The manuscript was written in southern Calabria. According to biblical scholar Frederick H. A. Scrivener, "the manuscript was written in Calabria, where it belonged to a certain Leo [i.e. Leo "Hamartolos"], and was brought to Vienna probably in 1564". The person responsible for bringing it to Vienna was János Zsámboky (known as "Sambucus"), the imperial librarian, who brought it from Naples. On the reverse side of folio 188, a comment notes it once belonged to Zacharias of Taranto.

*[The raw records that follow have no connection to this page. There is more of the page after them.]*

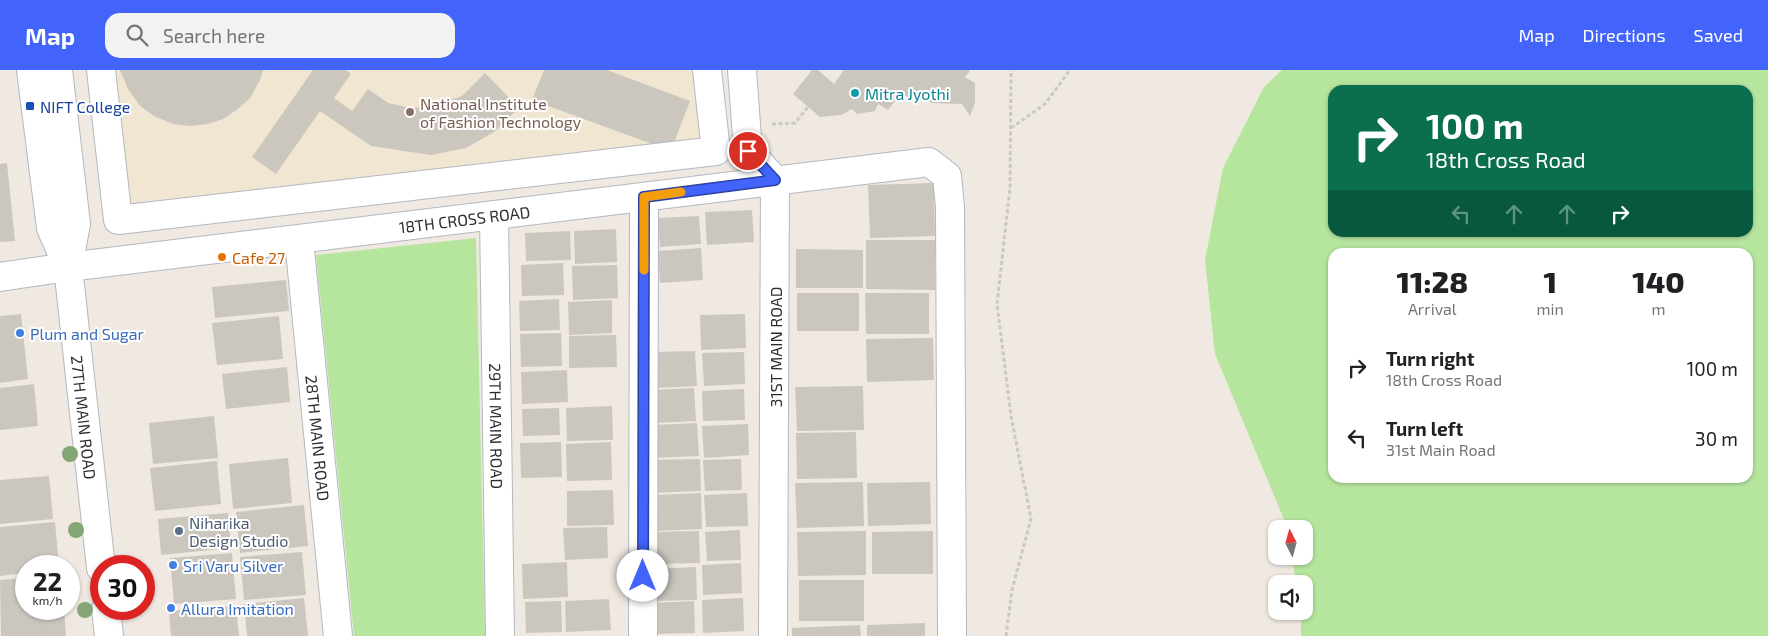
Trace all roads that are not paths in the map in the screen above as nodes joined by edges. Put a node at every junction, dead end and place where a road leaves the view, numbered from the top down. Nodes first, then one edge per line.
1 (31, 70) edge
2 (58, 70) edge
3 (100, 70) edge
4 (707, 70) edge
5 (742, 70) edge
6 (775, 180) junction
7 (644, 197) junction
8 (494, 216) junction
9 (299, 240) junction
10 (68, 267) junction
11 (0, 277) edge
12 (100, 555) edge
13 (107, 620) edge
14 (109, 636) edge
15 (338, 636) edge
16 (500, 636) edge
17 (643, 636) edge
18 (773, 636) edge
19 (952, 636) edge

1 - 10 street, 27TH MAIN ROAD
2 - 10 street, 27TH MAIN ROAD
3 - 4 street
5 - 6 street
6 - 7 street, 18TH CROSS ROAD
6 - 18 street, 31ST MAIN ROAD
6 - 19 street, 18TH CROSS ROAD
7 - 8 street, 18TH CROSS ROAD
7 - 17 street
8 - 9 street, 18TH CROSS ROAD
8 - 16 street, 29TH MAIN ROAD
9 - 10 street, 18TH CROSS ROAD
9 - 15 street, 28TH MAIN ROAD
10 - 11 street, 18TH CROSS ROAD
10 - 12 street, 27TH MAIN ROAD
13 - 14 street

The manuscript was added to the list of New Testament manuscripts by biblical scholar Johann Jakob Griesbach. It was examined by Treschow, the biblical scholars Francis Karl Alter, Birch, William Hugh Ferrar, Thomas Kingsmill Abbott, Caspar René Gregory (in 1887), and Kirsopp & Silva Lake. Alter used it in his edition of the Greek text of the New Testament. It was collated by Ferrar. Biblical scholar J. Rendel Harris found some affinities with the Old Syriac version. Alter's initial collection of the manuscript was made against another manuscript located in Vienna, however as no one at the time had access to this manuscript, Alter's collation was considered "unintelligible". A recollation of minuscule 124 was made by Kirsopp and Silva Lake from the original manuscript.

The codex is located in the Austrian National Library (shelf number Theol. Gr. 188) at Vienna. The manuscript is currently dated by the INTF to the 11th century.